Chut Wutty, directeur de Natural Resource Protection Group, a été tué par balles mercredi 25 avril alors qu’il accompagnait deux journalistes du quotidien anglophone Cambodia Daily, dans des forêts de la région de Koh Kong.

La police l’a interpellé alors qu’il prenait des photos dans un secteur où de nombreux arbres venaient d’être abattus illégalement. Ce qui s’est passé ensuite reste confus. Il semble que l’un des policiers ait tenté de récupérer la carte mémoire de l’appareil photo et qu’une altercation s’en soit suivie.

Alors que Chut Wutty tentait de remonter à bord de sa voiture, les policiers auraient alors ouvert le feu avec un AK 47, le blessant au genou, puis mortellement à l’estomac. L’un des policiers aurait également été tué, atteint par une balle qui aurait ricoché.
Les deux journalistes ont été arrêtés, a confirmé le rédacteur de chef du Cambodian Daily.

Les cartels du trafic de bois

Au Cambodge, des milliers d’hectares de forêts disparaissent chaque année, notamment dans des réserves sensées être protégées. Depuis des mois, les forêts des Cardamomes, riches en bois précieux comme le palissandre, font ainsi l’objet de coupes massives. Des abatages opérés en toute illégalité, souvent sous la protection de militaires en armes dont l’enjeu pour les trafiquants se chiffre en dizaine de millions de dollars.

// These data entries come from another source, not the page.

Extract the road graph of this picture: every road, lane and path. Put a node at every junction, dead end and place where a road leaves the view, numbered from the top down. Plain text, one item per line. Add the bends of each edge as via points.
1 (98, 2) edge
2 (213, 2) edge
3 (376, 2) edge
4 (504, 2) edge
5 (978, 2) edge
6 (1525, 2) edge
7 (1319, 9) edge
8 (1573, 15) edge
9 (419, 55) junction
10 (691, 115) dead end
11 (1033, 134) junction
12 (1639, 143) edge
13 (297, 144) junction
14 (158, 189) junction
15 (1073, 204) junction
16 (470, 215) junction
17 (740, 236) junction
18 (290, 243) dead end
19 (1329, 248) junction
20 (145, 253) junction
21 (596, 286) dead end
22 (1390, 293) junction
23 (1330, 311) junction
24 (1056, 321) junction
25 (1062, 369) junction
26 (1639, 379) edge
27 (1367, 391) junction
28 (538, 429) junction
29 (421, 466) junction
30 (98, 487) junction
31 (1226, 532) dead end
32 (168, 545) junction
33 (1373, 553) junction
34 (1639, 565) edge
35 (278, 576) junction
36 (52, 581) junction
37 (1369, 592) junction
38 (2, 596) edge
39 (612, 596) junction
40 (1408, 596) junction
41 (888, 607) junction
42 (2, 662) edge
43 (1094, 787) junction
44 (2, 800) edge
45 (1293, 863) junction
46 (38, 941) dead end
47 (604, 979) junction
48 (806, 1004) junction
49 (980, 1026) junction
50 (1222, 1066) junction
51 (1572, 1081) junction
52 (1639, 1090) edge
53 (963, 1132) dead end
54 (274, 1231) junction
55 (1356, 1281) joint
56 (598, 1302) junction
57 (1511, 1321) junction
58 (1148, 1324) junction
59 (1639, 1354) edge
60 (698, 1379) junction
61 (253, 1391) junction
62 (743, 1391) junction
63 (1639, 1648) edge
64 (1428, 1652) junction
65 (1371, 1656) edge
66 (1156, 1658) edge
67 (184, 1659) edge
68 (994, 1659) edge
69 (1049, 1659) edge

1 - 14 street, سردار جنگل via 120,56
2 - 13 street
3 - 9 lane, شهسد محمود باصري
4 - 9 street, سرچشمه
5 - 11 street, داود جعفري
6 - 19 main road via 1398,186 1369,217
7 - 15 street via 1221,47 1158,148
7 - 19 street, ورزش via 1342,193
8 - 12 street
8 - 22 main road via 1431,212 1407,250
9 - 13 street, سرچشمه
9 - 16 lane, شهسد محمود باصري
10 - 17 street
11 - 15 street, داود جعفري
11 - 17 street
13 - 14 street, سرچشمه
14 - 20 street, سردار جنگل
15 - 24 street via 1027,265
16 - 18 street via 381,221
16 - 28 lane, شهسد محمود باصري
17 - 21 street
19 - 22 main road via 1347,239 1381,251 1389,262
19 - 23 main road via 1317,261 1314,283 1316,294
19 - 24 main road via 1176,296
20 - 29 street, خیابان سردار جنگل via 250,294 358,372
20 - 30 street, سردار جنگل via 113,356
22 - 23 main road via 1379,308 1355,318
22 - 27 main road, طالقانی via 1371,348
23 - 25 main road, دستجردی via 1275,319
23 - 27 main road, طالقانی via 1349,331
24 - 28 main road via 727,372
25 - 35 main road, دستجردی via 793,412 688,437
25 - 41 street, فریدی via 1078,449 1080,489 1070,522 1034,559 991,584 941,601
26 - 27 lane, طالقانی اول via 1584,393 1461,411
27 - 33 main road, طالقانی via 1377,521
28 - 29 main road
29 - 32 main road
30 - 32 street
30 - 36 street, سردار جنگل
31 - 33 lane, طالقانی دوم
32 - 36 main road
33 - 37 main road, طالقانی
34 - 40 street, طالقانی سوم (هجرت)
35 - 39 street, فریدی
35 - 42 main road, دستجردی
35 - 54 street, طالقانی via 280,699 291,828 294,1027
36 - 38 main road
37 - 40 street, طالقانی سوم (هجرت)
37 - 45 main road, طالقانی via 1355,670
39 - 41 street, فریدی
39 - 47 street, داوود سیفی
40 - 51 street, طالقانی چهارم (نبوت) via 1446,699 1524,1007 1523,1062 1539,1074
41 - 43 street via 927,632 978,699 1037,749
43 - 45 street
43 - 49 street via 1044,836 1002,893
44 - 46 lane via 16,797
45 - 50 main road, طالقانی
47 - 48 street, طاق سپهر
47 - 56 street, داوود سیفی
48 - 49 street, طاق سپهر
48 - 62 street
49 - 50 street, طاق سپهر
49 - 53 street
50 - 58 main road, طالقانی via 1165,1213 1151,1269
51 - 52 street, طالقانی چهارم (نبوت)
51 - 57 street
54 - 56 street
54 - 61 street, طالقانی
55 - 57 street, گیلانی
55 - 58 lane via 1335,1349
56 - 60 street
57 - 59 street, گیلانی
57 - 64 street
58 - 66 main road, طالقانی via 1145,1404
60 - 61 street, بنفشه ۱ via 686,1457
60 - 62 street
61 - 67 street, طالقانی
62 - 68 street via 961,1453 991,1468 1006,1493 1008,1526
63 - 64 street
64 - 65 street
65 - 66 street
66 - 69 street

Ancien militaire, âgé de 48 ans et père de trois enfants, Chut Wutty avait commencé à travailler dans le secteur de l’environnement il y a une quinzaine d’années. Il avait joué un rôle majeur pour que la forêt centrale des Cardamomes soit classée forêt protégée en 2002.
Puis il avait fondé une petite association, Natural Resource Protection Group. Bien que disposant de faibles ressources financières l’association, grâce à un réseau efficace, avait souvent attiré l’attention des grands médias sur la destruction de la forêt au Cambodge. C’était l’un des rares militants à oser dénoncer, au péril de sa vie, la corruption du gouvernement et la collusion entre les autorités et des sociétés exploitant des forêts. Il avait déjà eu plusieurs fois maille à partir avec la police et avait reçu des menaces de mort.

En décembre, après avoir accompagné des journalistes du Phnom Penh Post dans la forêt des Cardamomes, il avait confié à son photographe qu’il craignait d’être assassiné. L’excellent reportage du Phnom Penh Post intitulé “ Logging in the wild west “en dit long sur l’étendue de ce trafic et l’implication des différents acteurs qui opèrent dans cette forêt.

Chut Wutty était l’un des militants les plus célèbres du pays.  Mais de nombreux militants moins connus, des gardes forestiers ou encore des journalistes ont été ces dernières années, brutalisés, attaqués par des inconnus armés, menacés de mort parce qu’ils s’étaient fait l’écho de ce trafic de bois impliquant politiciens influents et militaires.

Au Cambodge, s’attaquer à ce trafic est aussi dangereux que de s’attaquer aux cartels de la drogue, dit-on maintenant.